Re: Steve Piontek’s Editor’s Edge, “Don’t Hold Your Breath,” April 17.

Few, if any, notable accomplishments arise without great effort. Such may be the case with enactment of optional federal charter legislation. Let’s hope not.

OFC legislation introduced by Sens. John Sununu, R-N.H., and Tim Johnson, D-S.D., is a necessity. It represents the best approach to addressing the many regulatory problems that not only beset the industry but affect consumer access to our financial products. A legislative quagmire is not in the interest of companies, producers or consumers.

Frank Keating

President and CEO

American Council of Life Insurers

To The Editor:

Linda Koco’s insightful column of April 3 (“The Insurance Manufacturing Enigma”) prompts me to add my two cents’ worth. The notion that insurance companies are “product manufacturers” represents a fundamental lack of knowledge of: 1) what insurance is; 2) what it is to be used for; and 3) the vital role of trained agents/advisors. The result is the commoditization of the “product” and an increasing vulnerability of its favored tax status.

Insurance is not a product. It is a means of participating in a pool to share risk. The policy is simply the conditions under which the insured participates in the pool and what are the obligations of both parties. It is a unilateral contract that can take on different forms, terms and conditions, but it is not a manufactured product.

Insurance is to be used to protect individuals and businesses from financial loss in the event of certain events. In the case of life insurance these losses traditionally have been those caused by death, disability and old age. It is not a product manufactured for the purpose of financial gain or profit on the part of the insured or owner.

The agent/advisor’s essential role is not as a distributor–a product salesperson–but as an educator and motivator whose job it is to help people decide on what terms they should participate in the risk pool and at what price. And to encourage them to join the pool–now before it’s too late!

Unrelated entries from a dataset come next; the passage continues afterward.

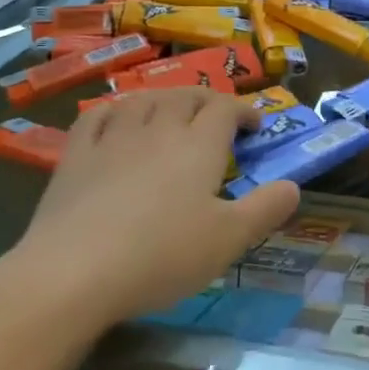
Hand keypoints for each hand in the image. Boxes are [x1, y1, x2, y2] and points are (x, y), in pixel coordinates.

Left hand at [0, 89, 299, 325]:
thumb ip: (266, 209)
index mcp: (198, 146)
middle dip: (206, 100)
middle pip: (185, 97)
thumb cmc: (162, 255)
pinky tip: (116, 118)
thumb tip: (294, 186)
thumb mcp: (229, 240)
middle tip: (217, 115)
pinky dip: (114, 111)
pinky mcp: (75, 156)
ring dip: (163, 98)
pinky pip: (96, 118)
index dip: (243, 111)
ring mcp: (112, 139)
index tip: (254, 125)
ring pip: (142, 100)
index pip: (225, 109)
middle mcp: (157, 130)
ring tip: (171, 109)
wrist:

Looking at an insurance company as a manufacturer implies a finite source of raw materials. But the only raw materials needed are people facing possible financial loss in the event certain things happen and enough money to pool their resources with others to protect themselves against loss. The supply of this resource is endless. The insurance company holds and manages the pool for a fee. Obviously it is in the best interest of all participants in the pool that their total number be as large as possible so the law of large numbers will apply most effectively. Hence company sales and marketing departments–a good and necessary thing for all. The question of whether a company is a mutual or stock is irrelevant in understanding its fundamental role.

Finally, the “manufacturing” idea presents fertile ground for tax-hungry legislators. Viewing life insurance as a manufactured product clouds the issue of why it should receive any tax advantages. Viewed as a way to share risk makes any question of taxation of insurance benefits seem ridiculous.

Linda Koco has opened up a legitimate subject for discussion. In my opinion, we should collectively cease use of the term “product manufacturing” and call insurance what it is–insurance.

David F. Woods, CLU, ChFC, LUTCF


National Association of Insurance and Financial Advisors

To The Editor:

Linda Koco’s April 3 column struck a sensitive chord with me as she outlined the separation and shift of manufacturing and distribution in the insurance industry. Having been, in the past, on the company field training and development side of the world for over 10 years, I experienced firsthand the impact this division of work, costs and revenue has forced.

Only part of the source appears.